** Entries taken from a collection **
______

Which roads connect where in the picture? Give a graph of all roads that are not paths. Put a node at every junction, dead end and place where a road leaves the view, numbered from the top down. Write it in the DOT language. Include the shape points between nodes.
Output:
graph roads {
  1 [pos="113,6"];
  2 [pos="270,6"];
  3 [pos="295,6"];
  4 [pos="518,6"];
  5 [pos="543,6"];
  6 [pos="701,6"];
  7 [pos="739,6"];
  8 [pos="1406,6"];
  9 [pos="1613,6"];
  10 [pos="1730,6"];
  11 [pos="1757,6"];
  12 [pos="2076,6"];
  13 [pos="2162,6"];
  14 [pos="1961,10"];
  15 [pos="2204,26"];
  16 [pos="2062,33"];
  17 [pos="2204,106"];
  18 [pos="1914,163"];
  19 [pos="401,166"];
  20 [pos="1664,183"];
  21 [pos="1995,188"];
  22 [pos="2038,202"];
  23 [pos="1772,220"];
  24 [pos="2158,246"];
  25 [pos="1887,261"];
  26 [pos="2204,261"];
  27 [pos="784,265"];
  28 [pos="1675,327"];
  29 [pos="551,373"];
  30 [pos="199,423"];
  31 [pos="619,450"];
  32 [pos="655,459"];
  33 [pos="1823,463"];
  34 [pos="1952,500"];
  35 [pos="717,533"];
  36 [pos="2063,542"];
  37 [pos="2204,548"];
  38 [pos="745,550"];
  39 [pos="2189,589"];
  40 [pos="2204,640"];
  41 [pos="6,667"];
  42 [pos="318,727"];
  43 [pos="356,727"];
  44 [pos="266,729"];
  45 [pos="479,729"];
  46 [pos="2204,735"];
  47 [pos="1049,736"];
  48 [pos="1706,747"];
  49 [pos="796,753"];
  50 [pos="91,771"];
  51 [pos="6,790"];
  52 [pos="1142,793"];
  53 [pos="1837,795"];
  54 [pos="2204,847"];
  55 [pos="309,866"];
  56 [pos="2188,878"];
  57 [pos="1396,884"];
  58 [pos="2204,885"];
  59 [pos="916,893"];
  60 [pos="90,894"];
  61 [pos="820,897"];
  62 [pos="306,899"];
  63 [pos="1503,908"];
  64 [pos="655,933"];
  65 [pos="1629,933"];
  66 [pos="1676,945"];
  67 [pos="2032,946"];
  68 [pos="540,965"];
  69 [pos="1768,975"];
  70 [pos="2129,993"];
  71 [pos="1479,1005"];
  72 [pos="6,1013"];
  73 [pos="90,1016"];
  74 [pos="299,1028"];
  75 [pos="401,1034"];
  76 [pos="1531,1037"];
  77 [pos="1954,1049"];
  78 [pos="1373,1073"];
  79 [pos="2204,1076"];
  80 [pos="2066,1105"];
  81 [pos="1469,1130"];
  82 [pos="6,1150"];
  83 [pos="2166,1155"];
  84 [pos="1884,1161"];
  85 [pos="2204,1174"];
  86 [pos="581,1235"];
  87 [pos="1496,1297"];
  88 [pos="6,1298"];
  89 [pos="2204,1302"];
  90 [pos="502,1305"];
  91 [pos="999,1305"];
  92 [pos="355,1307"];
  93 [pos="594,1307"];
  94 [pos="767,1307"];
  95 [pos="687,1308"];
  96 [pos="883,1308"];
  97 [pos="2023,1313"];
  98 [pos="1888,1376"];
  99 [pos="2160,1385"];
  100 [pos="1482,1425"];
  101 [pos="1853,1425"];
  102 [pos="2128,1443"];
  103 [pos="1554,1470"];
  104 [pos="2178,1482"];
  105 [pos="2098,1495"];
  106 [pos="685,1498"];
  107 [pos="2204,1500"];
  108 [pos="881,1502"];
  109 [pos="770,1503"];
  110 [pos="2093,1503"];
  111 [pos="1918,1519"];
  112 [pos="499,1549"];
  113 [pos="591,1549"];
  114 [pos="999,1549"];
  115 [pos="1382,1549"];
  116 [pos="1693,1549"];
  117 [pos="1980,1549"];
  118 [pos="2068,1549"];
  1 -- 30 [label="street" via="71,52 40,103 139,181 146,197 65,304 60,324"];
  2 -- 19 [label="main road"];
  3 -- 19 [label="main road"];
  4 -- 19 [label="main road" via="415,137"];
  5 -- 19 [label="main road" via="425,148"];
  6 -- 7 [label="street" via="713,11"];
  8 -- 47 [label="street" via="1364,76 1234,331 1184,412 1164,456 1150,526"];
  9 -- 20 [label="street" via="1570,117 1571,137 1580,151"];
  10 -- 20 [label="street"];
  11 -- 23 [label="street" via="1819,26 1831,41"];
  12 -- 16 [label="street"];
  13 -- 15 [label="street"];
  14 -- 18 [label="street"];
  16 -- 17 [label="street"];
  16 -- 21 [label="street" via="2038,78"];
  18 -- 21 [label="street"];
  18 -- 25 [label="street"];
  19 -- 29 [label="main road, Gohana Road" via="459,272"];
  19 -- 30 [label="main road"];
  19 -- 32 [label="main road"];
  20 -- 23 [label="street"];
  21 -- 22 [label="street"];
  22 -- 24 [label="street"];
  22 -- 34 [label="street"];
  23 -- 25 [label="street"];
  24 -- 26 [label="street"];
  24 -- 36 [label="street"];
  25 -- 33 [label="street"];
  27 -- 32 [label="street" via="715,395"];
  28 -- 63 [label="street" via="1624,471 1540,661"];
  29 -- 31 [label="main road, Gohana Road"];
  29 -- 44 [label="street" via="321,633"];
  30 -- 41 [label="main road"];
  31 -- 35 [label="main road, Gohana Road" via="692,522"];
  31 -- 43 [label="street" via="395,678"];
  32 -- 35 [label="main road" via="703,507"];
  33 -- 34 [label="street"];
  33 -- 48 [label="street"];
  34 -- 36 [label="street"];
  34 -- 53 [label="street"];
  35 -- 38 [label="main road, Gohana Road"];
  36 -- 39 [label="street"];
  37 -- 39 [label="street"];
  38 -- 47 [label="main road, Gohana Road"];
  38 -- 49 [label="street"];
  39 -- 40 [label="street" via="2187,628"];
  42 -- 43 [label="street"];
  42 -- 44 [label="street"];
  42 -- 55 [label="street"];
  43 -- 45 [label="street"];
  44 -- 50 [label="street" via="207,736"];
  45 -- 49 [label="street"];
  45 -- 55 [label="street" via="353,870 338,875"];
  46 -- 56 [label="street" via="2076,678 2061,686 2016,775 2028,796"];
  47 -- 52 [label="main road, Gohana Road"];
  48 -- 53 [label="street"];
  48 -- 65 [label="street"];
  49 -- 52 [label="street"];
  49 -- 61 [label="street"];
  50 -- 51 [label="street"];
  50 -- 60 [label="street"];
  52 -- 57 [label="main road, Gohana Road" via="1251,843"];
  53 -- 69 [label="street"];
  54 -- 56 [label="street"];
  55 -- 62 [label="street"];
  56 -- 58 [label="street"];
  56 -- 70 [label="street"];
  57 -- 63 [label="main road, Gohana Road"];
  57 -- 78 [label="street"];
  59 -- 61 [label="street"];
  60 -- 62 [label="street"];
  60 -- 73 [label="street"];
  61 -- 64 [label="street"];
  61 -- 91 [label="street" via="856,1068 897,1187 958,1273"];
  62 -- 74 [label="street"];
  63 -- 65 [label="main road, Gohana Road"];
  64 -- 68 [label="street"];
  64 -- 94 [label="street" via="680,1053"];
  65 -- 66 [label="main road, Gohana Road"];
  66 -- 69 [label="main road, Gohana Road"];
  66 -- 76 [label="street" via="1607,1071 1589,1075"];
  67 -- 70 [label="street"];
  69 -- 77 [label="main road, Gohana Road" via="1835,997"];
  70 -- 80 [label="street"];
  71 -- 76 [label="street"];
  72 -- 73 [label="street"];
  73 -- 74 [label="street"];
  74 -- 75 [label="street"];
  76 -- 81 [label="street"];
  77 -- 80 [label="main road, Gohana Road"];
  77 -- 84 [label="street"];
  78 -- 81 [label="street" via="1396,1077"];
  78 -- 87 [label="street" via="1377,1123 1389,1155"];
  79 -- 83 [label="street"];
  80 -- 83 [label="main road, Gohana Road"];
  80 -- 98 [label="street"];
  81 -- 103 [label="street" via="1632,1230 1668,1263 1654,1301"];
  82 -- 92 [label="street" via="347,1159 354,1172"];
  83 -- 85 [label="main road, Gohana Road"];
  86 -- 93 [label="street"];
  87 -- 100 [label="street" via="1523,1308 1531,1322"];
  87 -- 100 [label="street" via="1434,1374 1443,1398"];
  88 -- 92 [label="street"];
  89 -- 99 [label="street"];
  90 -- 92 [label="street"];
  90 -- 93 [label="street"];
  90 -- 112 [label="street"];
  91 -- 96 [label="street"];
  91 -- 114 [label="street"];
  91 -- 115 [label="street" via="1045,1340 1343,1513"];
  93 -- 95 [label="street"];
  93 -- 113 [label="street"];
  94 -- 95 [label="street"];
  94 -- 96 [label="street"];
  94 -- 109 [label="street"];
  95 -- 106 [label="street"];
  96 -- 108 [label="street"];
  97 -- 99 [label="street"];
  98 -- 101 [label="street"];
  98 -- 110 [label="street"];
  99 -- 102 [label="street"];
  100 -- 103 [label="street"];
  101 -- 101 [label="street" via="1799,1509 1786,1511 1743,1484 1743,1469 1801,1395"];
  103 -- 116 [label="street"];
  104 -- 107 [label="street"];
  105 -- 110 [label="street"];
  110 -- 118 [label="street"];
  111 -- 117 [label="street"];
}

______

** WORK ORDER **
Where does the string "graph" occur in the data above? Copy every line that holds it.

** RESULT **
Which roads connect where in the picture? Give a graph of all roads that are not paths. Put a node at every junction, dead end and place where a road leaves the view, numbered from the top down. Write it in the DOT language. Include the shape points between nodes.
graph roads {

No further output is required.